Having lived in Canada, the US and the Euro zone, I think the most annoying thing about dollar bills is that without them you usually only get coins back as change but it's awkward to be holding a wallet, bills and coins in only two hands. And also that you can't tell by glancing how much money is in your wallet, making carefully sorting bills while also holding coins even more important.
posted by carolr at 10:25 AM on April 23, 2014


I don't believe I've seen a US dollar coin in the flesh, and I certainly have never been handed one with my change. Its popularity should be of no concern; if you're committed to making a dollar coin, then you stop making dollar bills, and destroy them as they circulate back into your banks.

(2) It would make foreign tourists from places with large-denomination coins happy

Perhaps consider why people who live in countries with higher-denomination coins prefer (by a large majority, is my perception) dollar coins to dollar bills? I don't think it's a knee-jerk "it's different, and I don't like things that are different" reaction. Dollar bills are passed around so frequently that they get grubby and wear out very quickly. When I'm in the states my wallet can be stuffed with bills yet I might not have enough cash for lunch (versus the happy surprise of counting my pocket change when I'm in Canada and discovering I have $12 or whatever). I just carry my coins loose in my pockets and it is never a problem. $1 and $2 coins get spent pretty quickly (versus nickels and dimes which hang around forever).

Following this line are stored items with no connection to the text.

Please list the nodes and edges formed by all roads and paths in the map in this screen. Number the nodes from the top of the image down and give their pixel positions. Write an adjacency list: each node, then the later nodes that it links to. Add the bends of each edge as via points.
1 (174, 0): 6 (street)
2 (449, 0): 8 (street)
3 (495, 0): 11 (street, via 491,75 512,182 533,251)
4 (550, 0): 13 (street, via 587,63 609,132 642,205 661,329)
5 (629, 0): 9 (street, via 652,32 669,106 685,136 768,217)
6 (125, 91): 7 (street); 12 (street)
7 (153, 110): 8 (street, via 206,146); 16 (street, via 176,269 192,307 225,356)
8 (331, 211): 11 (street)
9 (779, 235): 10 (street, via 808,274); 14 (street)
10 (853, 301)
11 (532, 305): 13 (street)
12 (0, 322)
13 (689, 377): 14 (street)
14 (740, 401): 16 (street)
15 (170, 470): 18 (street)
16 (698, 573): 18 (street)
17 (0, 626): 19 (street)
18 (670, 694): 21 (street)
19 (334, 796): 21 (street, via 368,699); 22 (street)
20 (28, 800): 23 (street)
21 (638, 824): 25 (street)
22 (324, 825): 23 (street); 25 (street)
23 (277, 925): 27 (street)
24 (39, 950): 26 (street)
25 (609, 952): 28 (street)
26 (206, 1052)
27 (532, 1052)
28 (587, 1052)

Also, manufacturing a coin that lasts decades versus a bill that lasts months - does anyone have the actual figure of proposed savings to the mint? I suspect they would be non-trivial.
posted by erlking at 11:26 AM on April 23, 2014


We definitely need a $2 coin in the US. Make it fifty cent piece diameter, roughly, a little smaller, thinner and gold. I love dollar coins but they're practically like carrying quarters if you're 30+ and remember what a quarter could buy.
posted by aydeejones at 11:29 AM on April 23, 2014


I suspect that people in favour of $1 bills (and who dislike $2 bills) are paid representatives of Big Wallet, and their allies, the American Chiropractic Association.
posted by bonehead at 11:29 AM on April 23, 2014 [1 favorite]

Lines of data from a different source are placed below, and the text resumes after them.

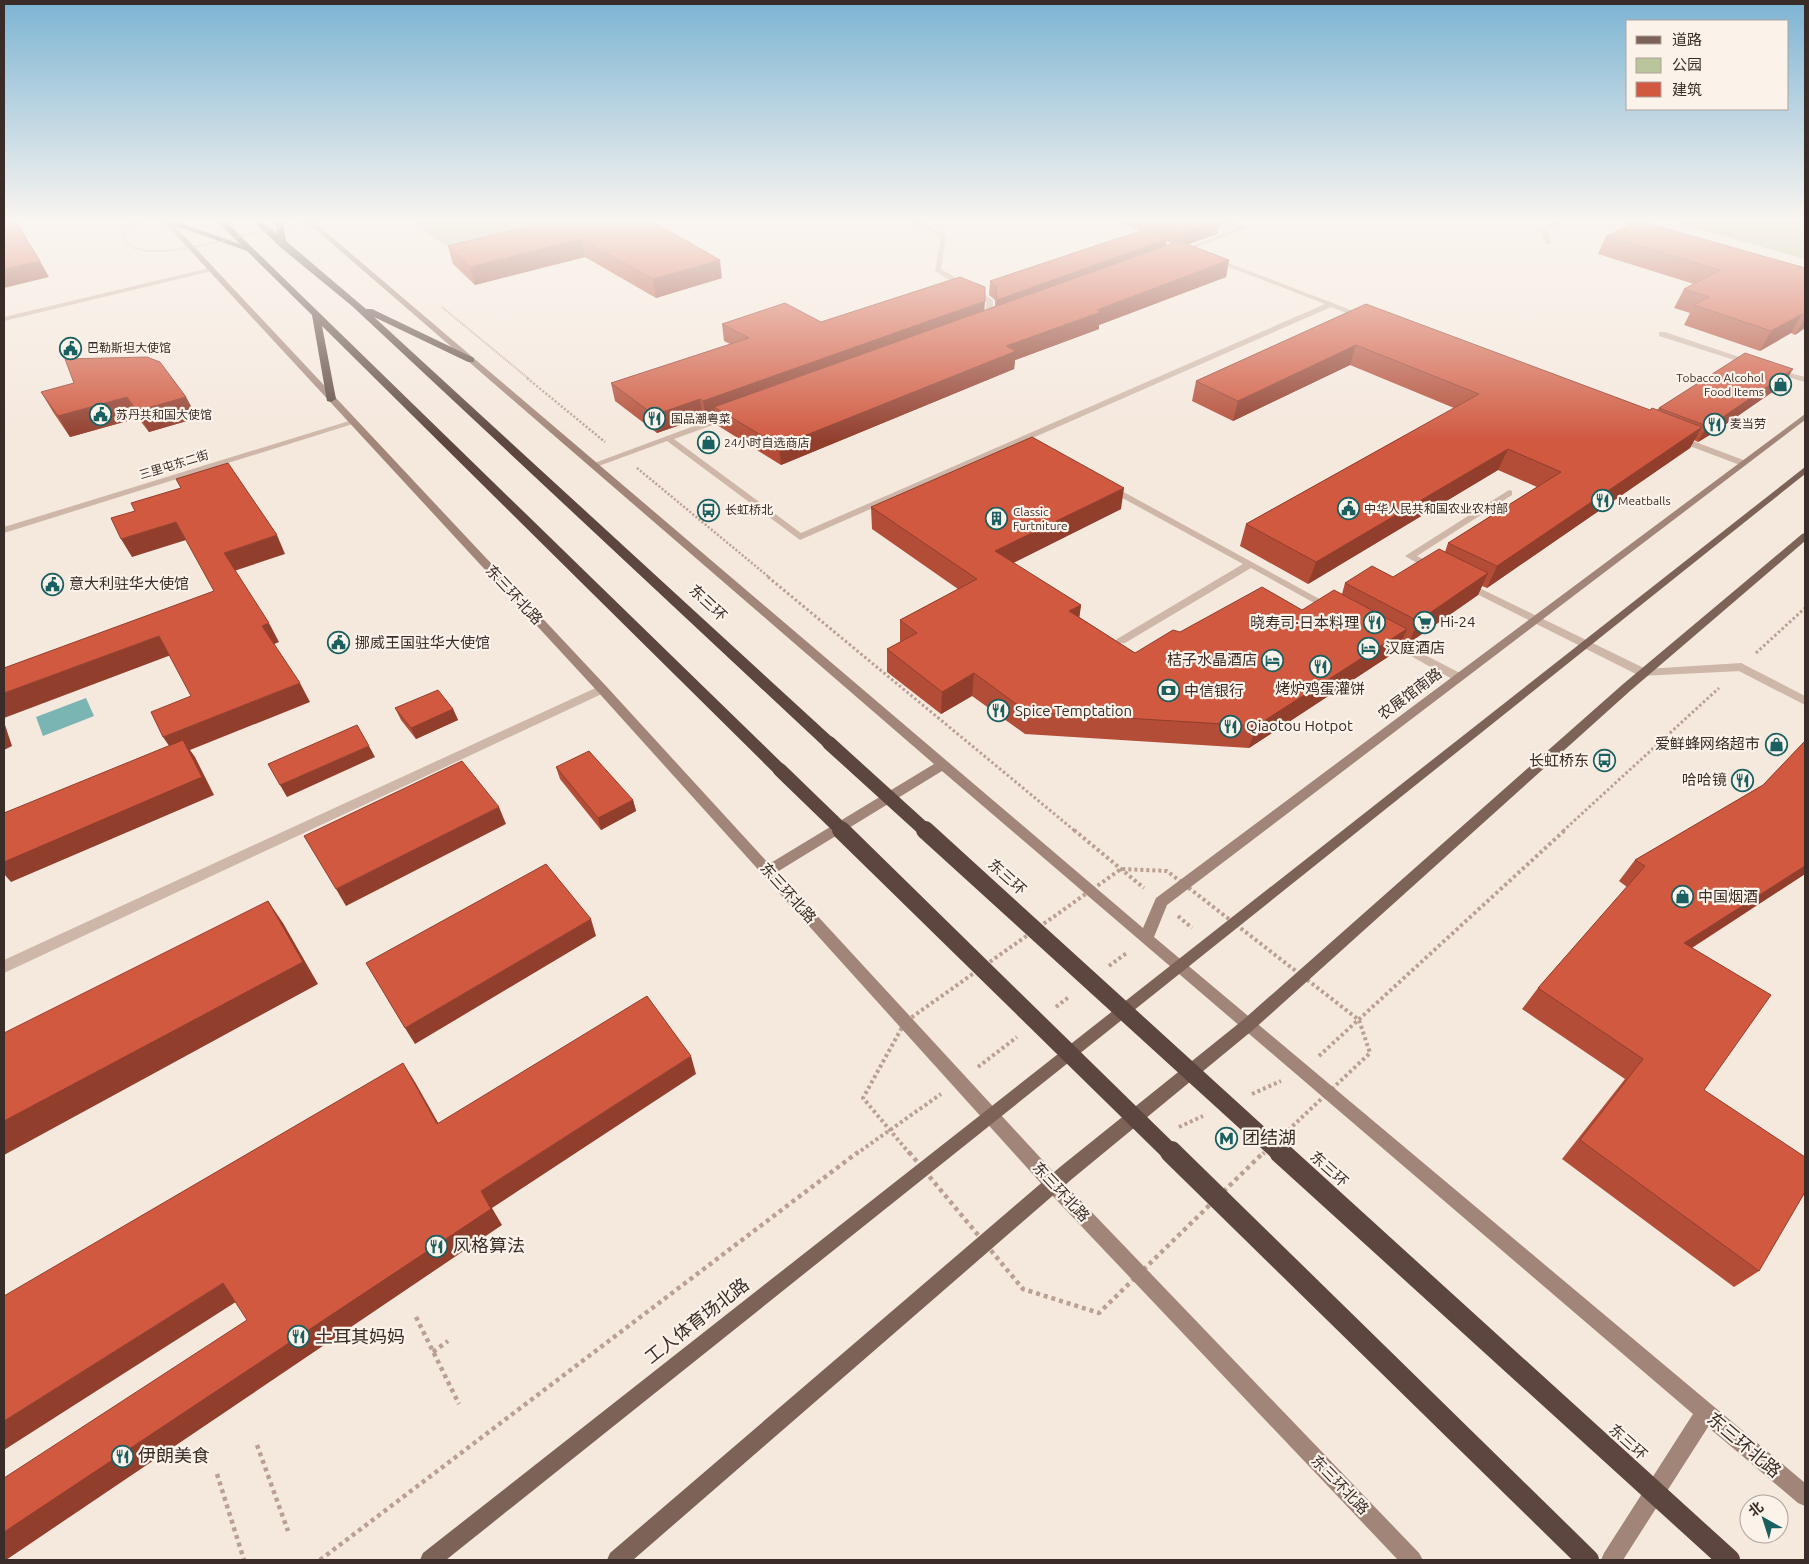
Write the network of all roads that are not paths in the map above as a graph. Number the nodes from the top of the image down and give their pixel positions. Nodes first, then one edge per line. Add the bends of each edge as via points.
1 (105, 295) edge
2 (233, 295) edge
3 (296, 295) edge
4 (343, 295) edge
5 (395, 295) edge
6 (978, 295) edge
7 (1308, 295) edge
8 (354, 304) junction
9 (1331, 304) junction
10 (316, 315) junction
11 (999, 317) edge
12 (4, 319) edge
13 (990, 321) junction
14 (1377, 322) edge
15 (980, 324) edge
16 (1662, 334) dead end
17 (471, 360) junction
18 (1761, 365) edge
19 (1770, 368) edge
20 (1805, 380) edge
21 (331, 399) junction
22 (742, 411) edge
23 (1805, 416) edge
24 (352, 423) junction
25 (1665, 433) edge
26 (668, 438) junction
27 (1743, 463) junction
28 (593, 465) junction
29 (1805, 470) edge
30 (1098, 481) edge
31 (1509, 493) dead end
32 (4, 530) edge
33 (1805, 536) edge
34 (1251, 564) junction
35 (1338, 612) edge
36 (1536, 619) junction
37 (1373, 631) edge
38 (1121, 641) dead end
39 (1585, 644) junction
40 (1644, 673) junction
41 (1458, 677) junction
42 (602, 689) junction
43 (1805, 701) edge
44 (943, 765) junction
45 (768, 871) junction
46 (1146, 938) junction
47 (1178, 966) junction
48 (4, 967) edge
49 (1248, 1025) junction
50 (990, 1115) junction
51 (1053, 1184) junction
52 (1706, 1412) junction
53 (1805, 1496) edge
54 (430, 1560) edge
55 (617, 1560) edge
56 (1412, 1560) edge
57 (1588, 1560) edge
58 (1611, 1560) edge
59 (1729, 1560) edge

1 - 12 street
2 - 21 street, 东三环北路
3 - 10 highway
4 - 8 highway, 东三环
5 - 17 street
6 - 13 street via 990,302
7 - 9 street
8 - 17 highway
8 - 59 highway, 东三环, bridge via 829,743
9 - 14 street
9 - 26 street via 1026,442 800,537
10 - 21 highway
10 - 57 highway, bridge
11 - 13 street
13 - 15 street
16 - 18 street
17 - 28 street
19 - 20 street
21 - 24 street, 东三环北路
22 - 26 street
23 - 27 street, 农展馆南路
24 - 32 street, 三里屯东二街
24 - 42 street, 东三环北路
25 - 27 street
26 - 28 street
27 - 36 street, 农展馆南路
28 - 44 street
29 - 39 main road
30 - 34 street
31 - 36 street via 1410,556
33 - 40 main road
34 - 35 street
34 - 38 street
36 - 39 street
36 - 41 street, 农展馆南路
37 - 41 street
39 - 40 street
39 - 47 main road
40 - 43 street via 1741,667
40 - 49 main road
41 - 46 street, 农展馆南路 via 1162,902
42 - 45 street, 东三环北路
42 - 48 street
44 - 45 street
44 - 46 street
45 - 50 street, 东三环北路
46 - 47 street
47 - 49 street, 东三环北路
47 - 50 main road, 工人体育场北路
49 - 51 main road
49 - 52 street, 东三环北路
50 - 51 street, 东三环北路
50 - 54 main road, 工人体育场北路
51 - 55 main road
51 - 56 street, 东三环北路
52 - 53 street, 东三环北路
52 - 58 street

Every time this gets brought up in the US there's a lobbying group for the zinc (?) industry called Americans for Common Cents that shuts down consideration of eliminating the penny.
posted by Noisy Pink Bubbles at 11:45 AM on April 23, 2014


Perhaps consider why people who live in countries with higher-denomination coins prefer (by a large majority, is my perception) dollar coins to dollar bills?

That's easy: it's because they have habits regarding money that accommodate the money that they're used to.

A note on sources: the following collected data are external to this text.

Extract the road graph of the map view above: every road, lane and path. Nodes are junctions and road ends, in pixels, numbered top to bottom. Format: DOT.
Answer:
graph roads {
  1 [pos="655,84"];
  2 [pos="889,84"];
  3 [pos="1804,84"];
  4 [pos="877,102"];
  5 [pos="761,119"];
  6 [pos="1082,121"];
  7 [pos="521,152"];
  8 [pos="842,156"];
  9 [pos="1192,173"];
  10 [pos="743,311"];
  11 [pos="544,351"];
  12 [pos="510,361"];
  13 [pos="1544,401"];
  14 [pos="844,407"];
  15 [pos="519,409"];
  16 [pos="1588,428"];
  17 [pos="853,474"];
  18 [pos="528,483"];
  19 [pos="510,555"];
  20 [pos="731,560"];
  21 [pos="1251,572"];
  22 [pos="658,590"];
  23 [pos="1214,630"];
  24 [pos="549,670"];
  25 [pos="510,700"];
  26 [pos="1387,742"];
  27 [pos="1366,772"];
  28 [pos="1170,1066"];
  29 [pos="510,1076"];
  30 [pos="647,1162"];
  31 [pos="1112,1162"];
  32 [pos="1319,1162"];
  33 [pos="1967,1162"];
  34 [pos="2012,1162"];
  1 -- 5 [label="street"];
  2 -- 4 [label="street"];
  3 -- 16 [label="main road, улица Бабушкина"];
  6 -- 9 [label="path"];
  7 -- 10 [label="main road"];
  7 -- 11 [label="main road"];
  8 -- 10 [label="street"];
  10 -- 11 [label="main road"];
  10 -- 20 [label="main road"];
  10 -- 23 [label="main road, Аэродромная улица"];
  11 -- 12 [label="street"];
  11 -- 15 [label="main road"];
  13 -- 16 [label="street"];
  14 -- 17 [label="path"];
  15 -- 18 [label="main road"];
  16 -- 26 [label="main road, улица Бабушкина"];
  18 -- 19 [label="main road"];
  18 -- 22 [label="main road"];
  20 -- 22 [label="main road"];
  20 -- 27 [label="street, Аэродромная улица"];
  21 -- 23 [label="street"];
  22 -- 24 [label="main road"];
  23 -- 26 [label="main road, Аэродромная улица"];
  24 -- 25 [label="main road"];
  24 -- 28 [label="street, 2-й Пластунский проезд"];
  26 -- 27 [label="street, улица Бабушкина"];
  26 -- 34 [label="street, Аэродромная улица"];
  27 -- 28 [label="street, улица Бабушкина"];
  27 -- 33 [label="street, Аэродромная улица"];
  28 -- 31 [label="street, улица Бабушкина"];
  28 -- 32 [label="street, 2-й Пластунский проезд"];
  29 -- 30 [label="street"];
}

When I'm in the states my wallet can be stuffed with bills yet I might not have enough cash for lunch

Whereas I never have this problem, because I have a habit of clearing out ones regularly, the same way you have a habit of clearing out loonies and toonies.

On the other hand, I don't have a habit of clearing out change, because I've never needed one. To me, change is basically specialized pseudo-garbage that I put into a big cup at the end of every day. So for my habits, being in Canada sucks because my habits lead me to keep pulling out a $5 bill to pay for things, because real money is in my wallet and not-quite-valueless change is in my pocket, and I end the day with no cash and pockets weighed down with coins.

It's crazy -- it's like both of us have habits that accommodate the money we're used to, so when we go to places where different habits would be more appropriate we find it frustrating!

does anyone have the actual figure of proposed savings to the mint? I suspect they would be non-trivial.

A link above estimates it at about $180M/year. This is 0.005% of the federal budget or 0.003% of all government spending. Or, "trivial."
posted by ROU_Xenophobe at 11:47 AM on April 23, 2014 [1 favorite]


(honest question: why do you think Canada, Australia, the EU, and the UK all have thought it wise and best to make the change to one-and-two dollar/euro/pound coins?)
posted by erlking at 11:50 AM on April 23, 2014


Sure, right after we finish switching to the metric system!

Canada hasn't even done that yet...
posted by one more dead town's last parade at 12:05 PM on April 23, 2014


The biggest change for me, frankly, has been the introduction of tap-to-pay for our chip and pin cards. It's quicker than counting out bills, plus no change to deal with. I almost never use cash now, day to day. The yuppie foodstamps (aka the $20 bills we get from atms) mostly stay in my (slim) wallet now.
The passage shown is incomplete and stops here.